Business Day: Day on which bank or market
is open for business or trading; usually excludes Saturdays,
Sundays, and legal public holidays.
Buy Down: Money advanced by an individual
(buyer, seller, etc.) to reduce the monthly payment for a
home mortgages either during the entire term or for an initial
period of years.
Closed Code: A numeric code that indicates a loan’s
current status.
Closing Cost: Fee paid to effect the closing
of a mortgage, such as an origination fee, discount points,
title insurance fees, survey fees, and attorney’s fee.
Commitment: Promise of a loan to a specific
upcoming sale
Contract:
A standardized agreement obligating two parties to a transaction
involving a set amount and grade of a commodity, at a price
and time specified by an exchange.
Conventional Loan: A mortgage loan not insured
by FHA or guaranteed by the VA.
Convertible arm: A type of arm loan that
allows the borrower to opt to change the mortgage to a fixed-rate
mortgage.
Cost of funds index: An index commonly used
to determine interest rate changes for ARM plans.
Credit Rating: A rating given to a person
or company that establishes creditworthiness based upon present
financial condition, experience, and past credit history.
Sometimes called FICO.
Curtailment: Extra payment made by the borrower
that reduces the principal part of the loan.
CUSIP
number: A unique 9 digit number assigned to securities
for identification, usually bonds to facilitate clearing and
settlement
Cutoff:
A snap shot of information on a loan or several loans for
a period of time. Cutoff can vary between Investors and is
usually agreed upon at the closing of a deal between the
company offering the security and its Investors.
The supplying
of financial and/or status information to investors and various
outside entities
Cutoff
Date: The last date of activity being reported to investor for a reporting cycle.

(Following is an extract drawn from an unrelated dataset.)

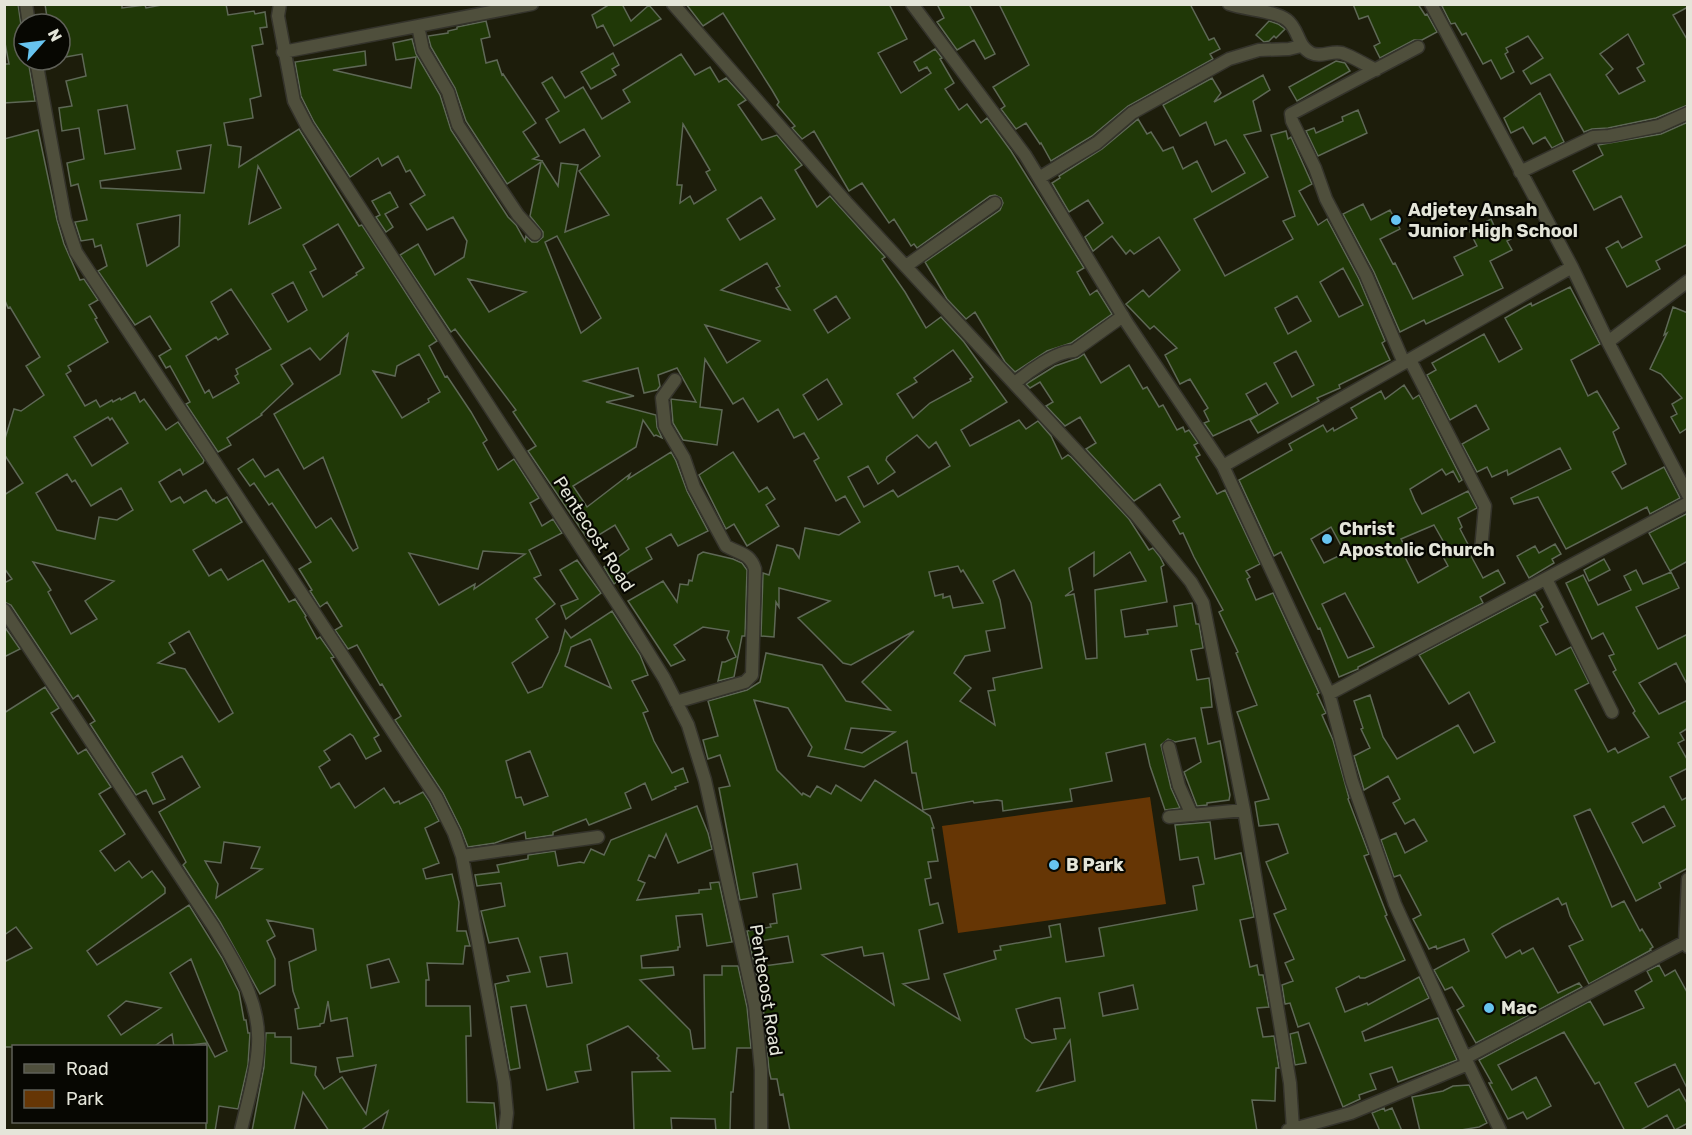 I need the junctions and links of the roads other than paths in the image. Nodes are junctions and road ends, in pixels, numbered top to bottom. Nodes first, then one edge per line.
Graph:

Cutoff files: Physical files populated and/
or created during cutoff.
Daily
Cutoff: Performing Cutoff tasks on a daily basis.
(See Cutoff)
Date of Mortgage: The date that the borrower
signs loan documents.
Deed in lieu: A deed given by a borrower
to a lender to satisfy a debt and avoid foreclosure.
Delinquency: Failure of a borrower to make
timely payments under loan agreements.
Department of Veterans Affairs: A cabinet
level agency of the federal government. The Servicemen’s
Readjustment Act of 1944 authorized the agency to administer
a variety of benefit programs designed to facilitate the adjustment
of returning veterans to civilian life. One of the benefits
is the VA Home Loan Guaranty program, which encourages mortgage
lenders to offer long term, low down payment financing to
eligible veterans by partially guaranteeing the lender against
loss upon foreclosure.
DPA Loan: Down Payment Assistance. A subsidy
program for a no-interest or low interest loan to cover the
closing costs incurred in securing a mortgage. These are similar
to “Seconds” in some ways. Also see Forgiven.
Due Date: Date which the borrower must pay
the principal and interest due on his or her mortgage, as
stated in the note, as well as any escrow payment.
Escrow:
An item of value, money or document, deposited with a third
party to be delivered upon the fulfillment of a condition.
An example would be a deposit by a borrower with the lender
of funds to pay taxes and insurance premiums when they become
due.
Impounded
funds deposited with a 3rd party on behalf of a borrower e.g.
Escrow Balance, Tax
Escrow
Advance: Extra payment made by the borrower to Escrow
servicer towards T&I..
Escrow
Payment: That portion of a mortgagor’s monthly
payments held by a lender or servicer to pay taxes, hazard
insurance, mortgage insurance, lease payments, and other items
as they become due.
Escrow
Recovery: Recovering of extra payment made by the
Escrow servicer on behalf of borrower for taxes and insurance
premiums
Fannie
Mae (FNMA): The nation’s largest mortgage investor.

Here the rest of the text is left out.